The effects of glenoid baseplate peripheral screw number on micromotion in reverse total shoulder arthroplasty

Background

Glenoid baseplate loosening continues to be a challenge when assessing failure of reverse total shoulder arthroplasty (RSA). The baseplate is commonly attached to the glenoid bone surface using a series of screws. This study looks to examine the impact of the number of peripheral screws (0-, 2-, or 4-screws) on the initial fixation of an RSA glenoid baseplate. The possibility of retaining fewer screws could allow for the preservation of the already limited bone stock available in the glenoid.

Methods

Three constructs, with 10 samples each, were prepared with differing numbers of locking peripheral screws: 4-screw (2 superior/inferior, 2 anterior/posterior), 2-screw (2 superior/inferior), or 0-screw. In addition, all samples were fixed with a central screw that is placed within the central boss of the implant.

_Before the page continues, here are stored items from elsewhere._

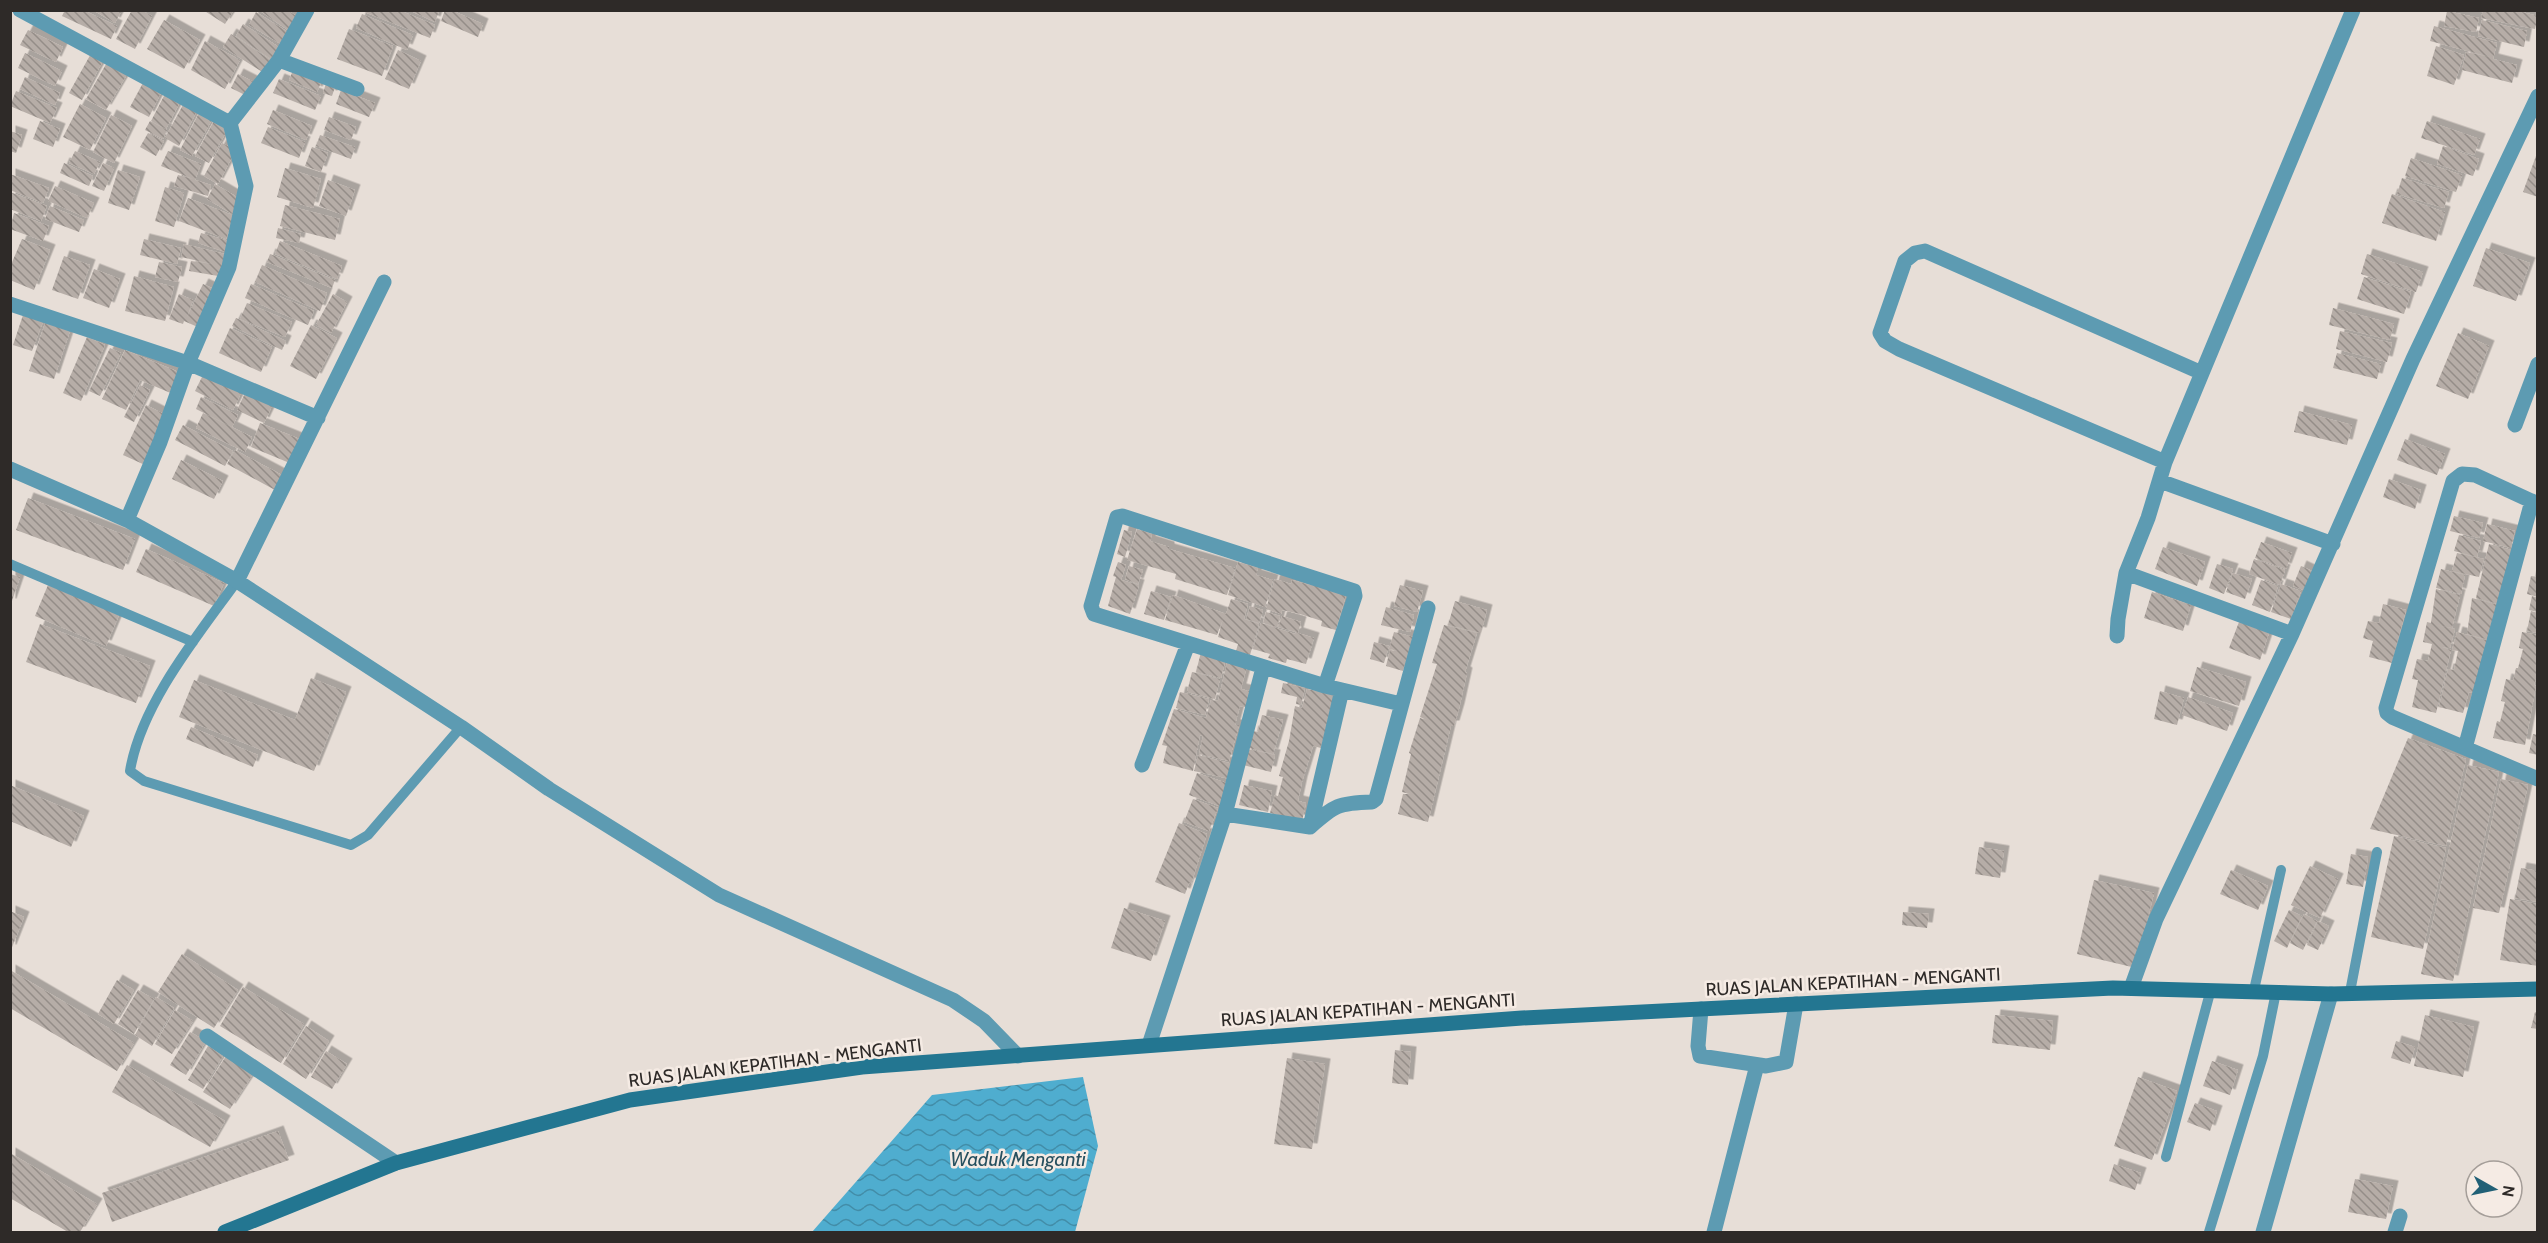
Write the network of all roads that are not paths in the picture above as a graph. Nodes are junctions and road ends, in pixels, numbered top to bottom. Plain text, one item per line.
1 (20, 10) edge
2 (307, 10) edge
3 (2353, 10) edge
4 (279, 60) junction
5 (357, 89) dead end
6 (2538, 96) edge
7 (230, 123) junction
8 (384, 282) dead end
9 (10, 304) edge
10 (188, 363) junction
11 (2538, 364) edge
12 (2202, 373) junction
13 (318, 418) junction
14 (2515, 425) dead end
15 (2165, 462) junction
16 (10, 469) edge
17 (2160, 482) junction
18 (2535, 503) edge
19 (127, 520) junction
20 (2333, 544) junction
21 (10, 564) edge
22 (2126, 573) junction
23 (237, 581) junction
24 (1428, 608) dead end
25 (2292, 634) junction
26 (2117, 636) dead end
27 (193, 642) junction
28 (1188, 644) junction
29 (1263, 668) junction
30 (1325, 686) junction
31 (1342, 690) junction
32 (1401, 704) junction
33 (461, 727) junction
34 (2465, 748) junction
35 (1142, 765) dead end
36 (2538, 778) edge
37 (1225, 814) junction
38 (1310, 827) junction
39 (2377, 852) dead end
40 (2281, 870) dead end
41 (2131, 988) junction
42 (2211, 989) junction
43 (2538, 989) edge
44 (2254, 990) junction
45 (2276, 992) junction
46 (2350, 992) junction
47 (2331, 994) junction
48 (1796, 1004) junction
49 (1701, 1009) junction
50 (207, 1036) dead end
51 (1149, 1045) junction
52 (1018, 1056) junction
53 (1757, 1065) junction
54 (2166, 1157) dead end
55 (396, 1163) junction
56 (2400, 1216) dead end
57 (225, 1233) edge
58 (1714, 1233) edge
59 (2209, 1233) edge
60 (2263, 1233) edge
61 (2395, 1233) edge

1 - 7 street
2 - 4 street
3 - 12 street
4 - 5 street
4 - 7 street
6 - 20 street
7 - 10 street
8 - 13 street
9 - 10 street
10 - 13 street
10 - 19 street
11 - 14 street
12 - 15 street
12 - 15 street
13 - 23 street
15 - 17 street
16 - 19 street
17 - 20 street
17 - 22 street
18 - 34 street
18 - 34 street
19 - 23 street
20 - 25 street
21 - 27 lane
22 - 25 street
22 - 26 street
23 - 27 lane
23 - 33 street
24 - 32 street
25 - 41 street
27 - 33 lane
28 - 29 street
28 - 30 street
28 - 35 street
29 - 30 street
29 - 37 street
30 - 31 street
31 - 32 street
31 - 38 street
32 - 38 street
33 - 52 street
34 - 36 street
37 - 38 street
37 - 51 street
39 - 46 lane
40 - 44 lane
41 - 42 main road, RUAS JALAN KEPATIHAN - MENGANTI
41 - 48 main road, RUAS JALAN KEPATIHAN - MENGANTI
42 - 44 main road, RUAS JALAN KEPATIHAN - MENGANTI
42 - 54 lane
43 - 46 main road, RUAS JALAN KEPATIHAN - MENGANTI
44 - 45 main road, RUAS JALAN KEPATIHAN - MENGANTI
45 - 47 main road, RUAS JALAN KEPATIHAN - MENGANTI
45 - 59 lane
46 - 47 main road, RUAS JALAN KEPATIHAN - MENGANTI
47 - 60 street
48 - 49 main road, RUAS JALAN KEPATIHAN - MENGANTI
48 - 53 street
49 - 51 main road, RUAS JALAN KEPATIHAN - MENGANTI
49 - 53 street
50 - 55 street
51 - 52 main road, RUAS JALAN KEPATIHAN - MENGANTI
52 - 55 main road, RUAS JALAN KEPATIHAN - MENGANTI
53 - 58 street
55 - 57 main road, RUAS JALAN KEPATIHAN - MENGANTI
56 - 61 street

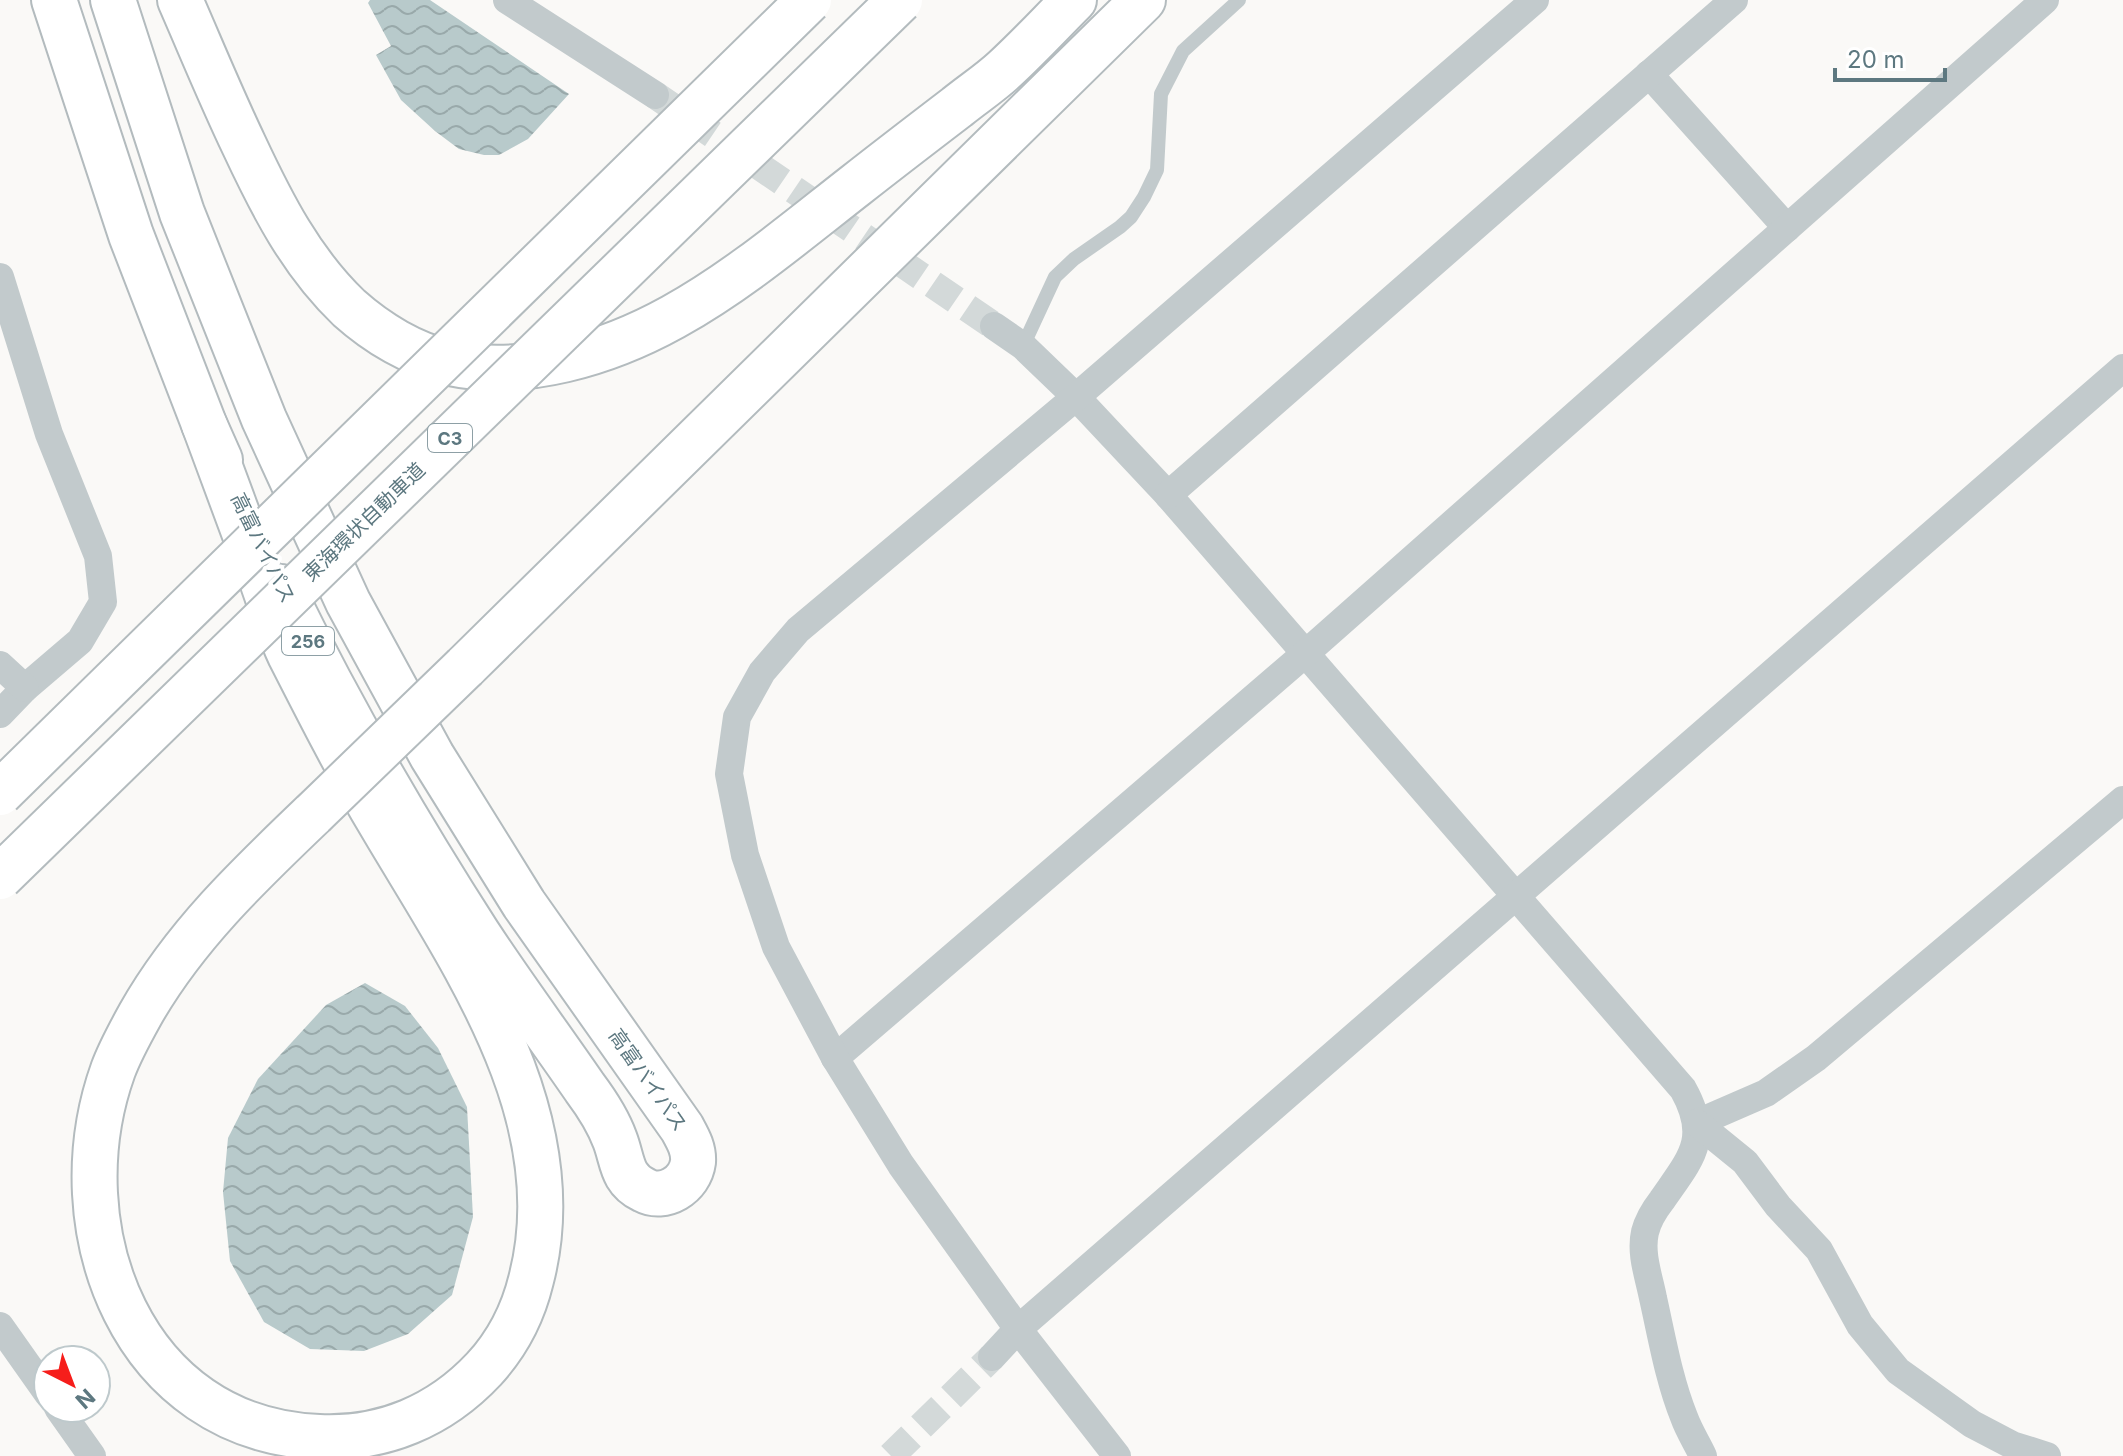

Then each baseplate was implanted within 15 pounds/cubic foot rigid polyurethane foam and embedded within polymethylmethacrylate. An initial and final displacement test were conducted by statically applying a shear load (350N) and compressive load (430N) and measuring baseplate displacements via linear variable differential transformers. In-between these two static measurements each sample was cycled through an arc of abduction (+30° to −15°) at ¼ Hz for 10,000 cycles while maintain a normal load of 750N. The displacement of the baseplate was also measured real-time during the cycling phase using three-dimensional digital image correlation.

Results

The results from the initial and final static testing indicated varying statistical significance between the different constructs, but the measurements taken during active cycling were able to indicate that the 0-screw construct was significantly less stable than the 2- or 4-screw constructs in terms of both shear (initial: 68.86 ± 23.77μm, 29.40 ± 8.34μm, 22.71 ± 11.23μm); (final:116.72 ± 73.20μm, 64.54 ± 8.36μm, 53.11 ± 33.86μm) and compressive displacements (initial: 65.81 ± 17.81μm, 12.57 ± 5.25μm, 30.60 ± 28.85); (final: 204.22 ± 126.22μm, 37.24 ± 14.58μm, 70.11 ± 59.39μm).

Discussion

Differences were found in baseplate stability when comparing a 4- and 2- screw construct to a 0-screw construct. In addition, the results indicate that taking measurements real-time during cyclic loading tends to allow for more accurate and consistent measurement of baseplate displacement in this type of biomechanical testing compared to a simple static initial and final displacement test. This result indicates a promising option for the preservation of glenoid bone stock following RSA.